The herd moves out onto a flat, tucked in between two hills.
A thousand hidden eyes watch from ambush. Tension builds.

With the hunted in position, the chief of hunters sees
Now is the time to spring the trap! "Hoka Hey" rings from the trees.

Up ravines and out of gulleys come the hunters on their steeds
Driving ponies to their limits, who will dare the bravest deeds?

The shaggy carpet lurches forward to avoid this new-found foe
Hides & humps & hooves & horns moving in one giant flow.

Thunder rumbling, thunder rolling, from hooves pounding on the ground
Running, jumping, bumping, grunting, a stampeding earthquake sound.

Clouds of dust begin to billow, til it blocks out half the sun
Hooves are plowing up the prairies, all of life is on the run!

Above the roar, the primal, piercing screams cut through the air
This harvest deadly serious to provide their winter fare.

Painted faces, painted ponies, feathers tied to hair and mane
Rapid riders, riding reckless, moving close for surer aim.

Having sweated, prayed, and fasted, so they might be purified
They're throwing caution to the wind. My lord, how they can ride!

Running, chasing, dashing, feinting, pulling alongside shaggy beast
Arrow notched, bowstring straightens, gathering meat in for the feast.

Sharpened lance pierces a rib cage. Carcass rolls across the earth
Pony lunges for the next one, horses caught up in the mirth!

With the herd now in a panic, leaders dropping to and fro
Bodies scatter 'cross the prairie with each twanging of a bow.

Thunder fades into the distance as the hunt draws to a close.
The mop-up is done swiftly, because every hunter knows.

That game must be respected with no unnecessary waste
Prayers are said now 'oer the hunted, like a pilgrim saying grace.

And there's feasting, smoking, dancing as the daylight turns to night
Heroic stories told and re-told around campfires burning bright.

So, the working, feasting, bragging goes on for 'oer a week
Hides are being brain-tanned and meat is dried to keep.

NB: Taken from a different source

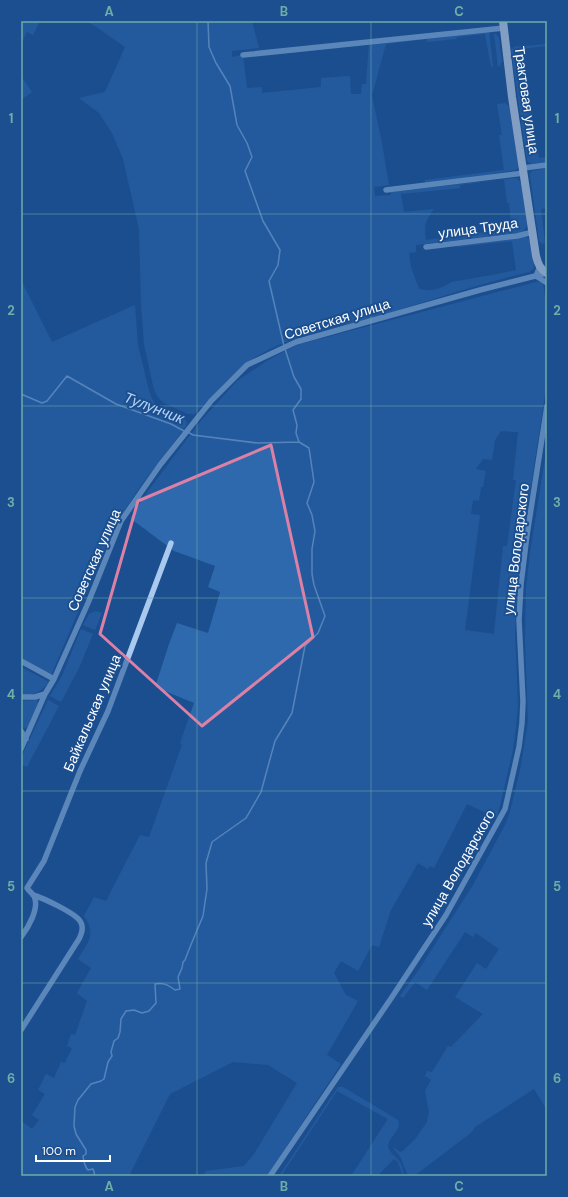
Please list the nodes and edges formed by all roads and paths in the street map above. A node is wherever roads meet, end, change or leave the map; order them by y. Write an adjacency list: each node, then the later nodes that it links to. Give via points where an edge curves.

There is the gathering of berries to be pounded with the meat
Tons of wasna are the product when the harvest is complete.

And now the camp is packed and moving, travois poles sag beneath the weight
Winter camp must be established as the season's growing late.

But there's contentment in the labor, for the winter packs are full
Dogs and ponies are encouraged as they work and strain to pull.

This store assures the people of sufficient food supply
For the winter months when snows drift deep and storms block out the sky.

And seasons come and seasons go, fulfilled as life intended
A brief respite in history, when change has been suspended.

Before the cold wind blew across the prairie and the land was filled with food.
When the buffalo were plentiful and for the people...life was good!

© 2004, Ed Nesselhuf
This poem may not be reprinted or reposted without the author's written permission.

We asked Ed about the inspiration for this poem and he told us: The Sioux chief, Sitting Bull, spoke of a time, "...when a cold wind blew across the prairie." He was referring to those 2 or 3 years in the 1870's when the hide hunters and the cavalry took the buffalo herds to almost extinction, eliminating the Indians' food supply. This poem describes what a buffalo hunt might have looked like prior to 1870.

I got much of my "vision" for this poem while attending the buffalo roundup in Custer State Park in early October, 2002. It was a "drop-dead" gorgeous fall day on the eastern edge of the Black Hills of South Dakota.